The skills learned can be applied to many of life’s tasks from decision-making to class work. Take the kata. Kata is a technique worked on in class that involves envisioning a series of opponents, Parson said. The challenge is how to handle each. While it’s true that memorization in the class will pass this test (of how to handle each) in real life it’s about decision making. It’s about eliminating indecisive movements and weakness in our own mind, he said.
“What’s tough about kata is that it’s mentally taxing,” Parsons said. “Aside from the physical aspect of punching, kicking and blocking, it’s mentally tough. You have to know how to defend against a series of opponents.”
Similarly, sparring, which is one-on-one battling, also extends beyond the dojo, where the class is taught.
“When you’re sparring, not only do you work on mastering your own aggression, but you have to learn to control your own opponent, whoever the opponent is,” Parsons said.
GW hosts hour-and-a-half sessions. Each is broken down into three segments: technique training, kata and sparring. Parsons said the emphasis on each depends on a loose monthly theme – what needs to be polished? In addition, effective motion is taught in all aspects of karate, eliminating time and space between kicks and punches.
“We also work a lot on connecting that to strong natural ways and stances, as in balancing the body carefully,” Parsons said.
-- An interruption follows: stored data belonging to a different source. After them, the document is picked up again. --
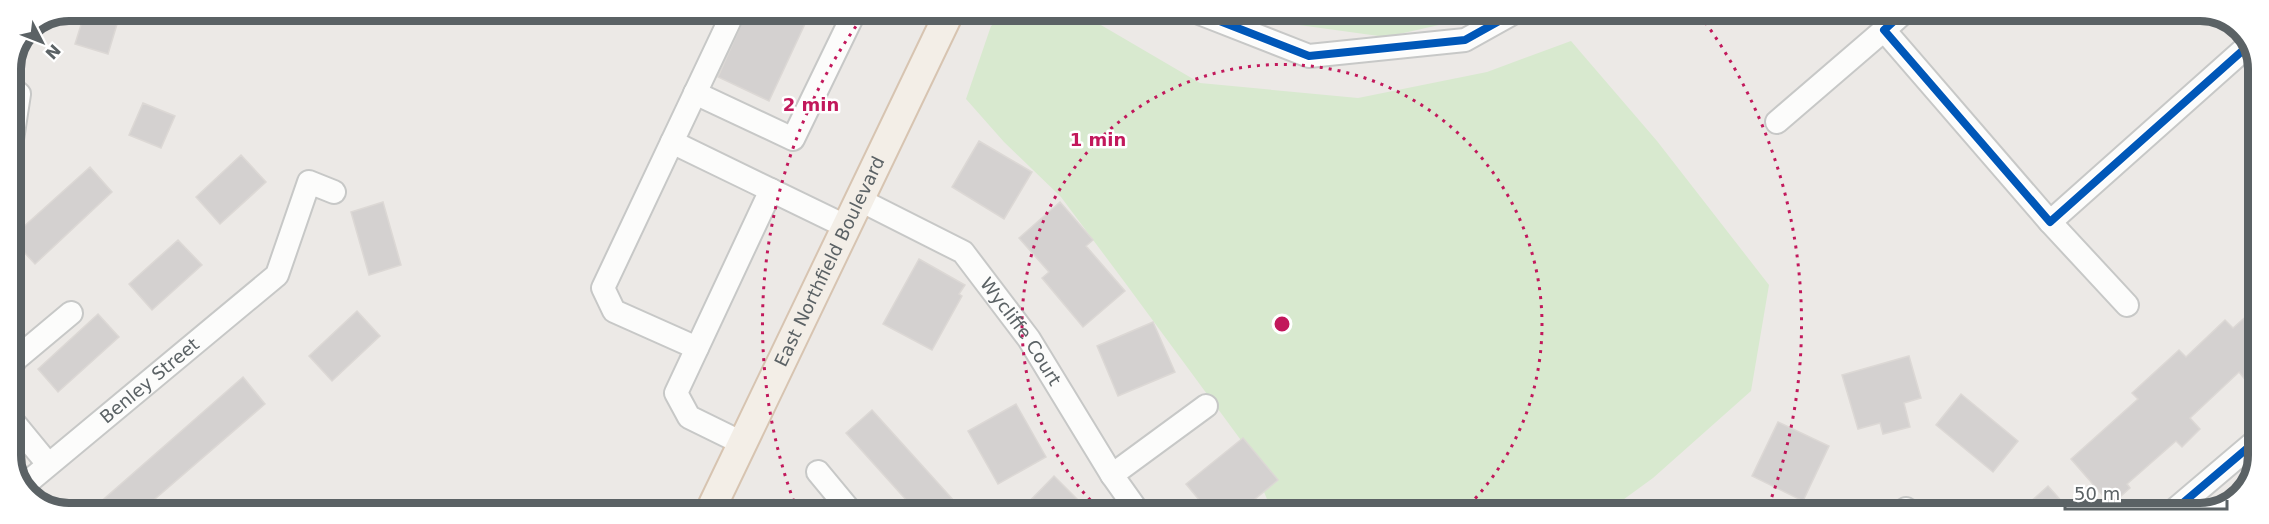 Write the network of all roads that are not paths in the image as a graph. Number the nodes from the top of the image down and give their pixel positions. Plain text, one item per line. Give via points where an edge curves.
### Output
1 (729, 21) edge
2 (850, 21) edge
3 (945, 21) edge
4 (1220, 21) edge
5 (1499, 21) edge
6 (1894, 21) edge
7 (1884, 30) junction
8 (2244, 50) edge
9 (695, 93) junction
10 (1777, 122) dead end
11 (672, 142) junction
12 (771, 190) junction
13 (334, 192) dead end
14 (858, 199) junction
15 (2050, 222) junction
16 (845, 226) junction
17 (2127, 305) dead end
18 (71, 313) dead end
19 (697, 348) junction
20 (21, 355) edge
21 (1206, 406) dead end
22 (21, 430) edge
23 (742, 443) junction
24 (2248, 448) edge
25 (48, 464) junction
26 (818, 472) dead end
27 (1112, 476) junction
28 (29, 481) edge
29 (714, 503) edge
30 (844, 503) edge
31 (1132, 503) edge
32 (2183, 503) edge

1 - 9 street
2 - 9 street via 793,139
3 - 14 main road, East Northfield Boulevard
4 - 5 street via 1309,56 1465,40
6 - 7 street
7 - 10 street
7 - 15 street
8 - 15 street
9 - 11 street
11 - 12 street
11 - 19 street via 603,288 614,311
12 - 16 street
12 - 19 street
13 - 25 street, Benley Street via 309,182 277,275
14 - 16 main road, East Northfield Boulevard
14 - 27 street, Wycliffe Court via 963,252 1029,339
15 - 17 street
16 - 23 main road, East Northfield Boulevard
18 - 20 street
19 - 23 street via 676,393 689,417
21 - 27 street
22 - 25 street
23 - 29 main road, East Northfield Boulevard
24 - 32 street
25 - 28 street, Benley Street
26 - 30 street
27 - 31 street, Wycliffe Court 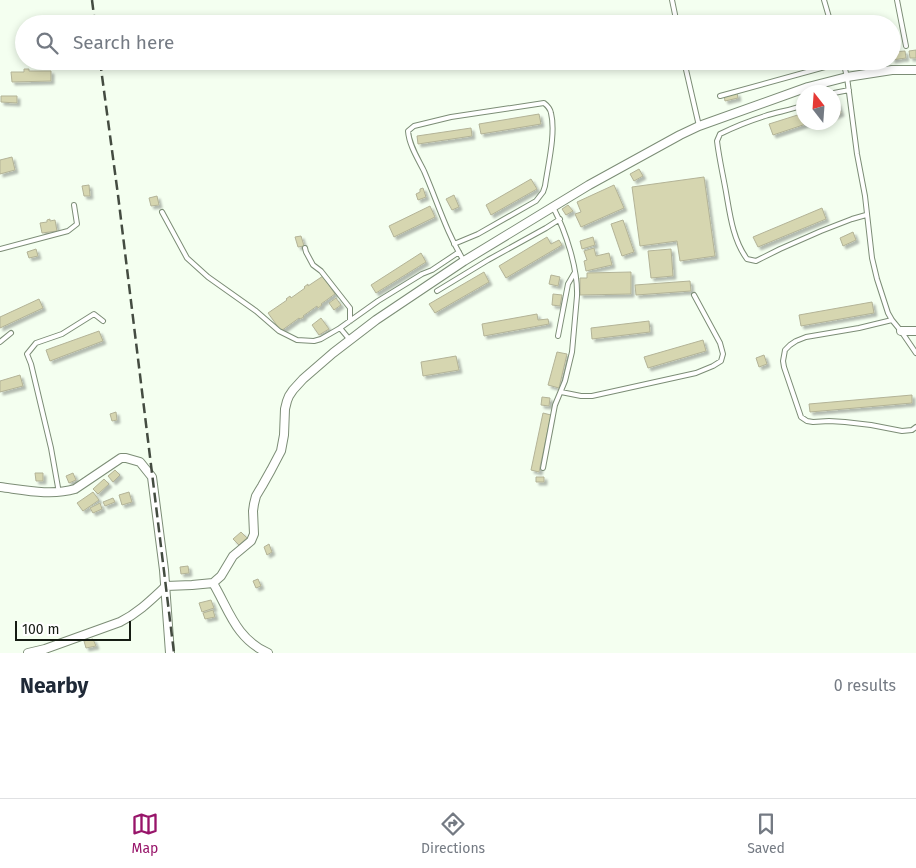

Balance of the body and self-awareness are the goals of the martial arts. But in Jukido Jujitsu, the goal is mastery of the self and weapon.
Jukido jujitsu is in fact “way of gentle power.” Its purpose and method of combat is different. Instead of attacking or blocking, it’s about controlling the attacker. So the art invokes chokes, holds, throws and kicks. The syllable “ju” means gentle, and that is the idea of the art. It means seeing an opponent’s attack, and instead of blocking or attacking, controlling the attack. And perhaps that is what separates this self-defense martial art from karate. Weapons are used in this style as well.
Club president Gregory Szlyk said classes tend to be small, unlike tae kwon do. But he said this benefits the student. The classes are intensive.
“First we stretch for a little while,” Szlyk said. “Then we work on the basics of practice.”
Those basics include falling on mats, specialized throws and self-defense.
The art is old, originating from 17th-century Japan. It evolved from the warrior class, samurai, which is why weapons are used. Perhaps the weaponry aspect is not so practical today, but it teaches the control of oneself and a weapon.
Hapkido does offer some contemporary practicality, hapkido instructor Robert Brown said.
Hapkido is a Korean self-defense style without weapons. It employs circular foot sweeps and circular punches. It is “the art of coordinated power.”
The circular motion allows for fluidity between moves – one move flowing with the next. Other arts employ a punch and a stop or a kick and a stop.
This style commands absolute feel for one’s body. In fact, it is often used for spiritual development.
“But that has no bearing on the participants,” Brown said. “We have a wide range of men, women, graduates and undergraduates.”
Any of these martial arts can be practical, because the one constant they all offer is self-discipline and self-mastery – a self-defense for any of life’s battles.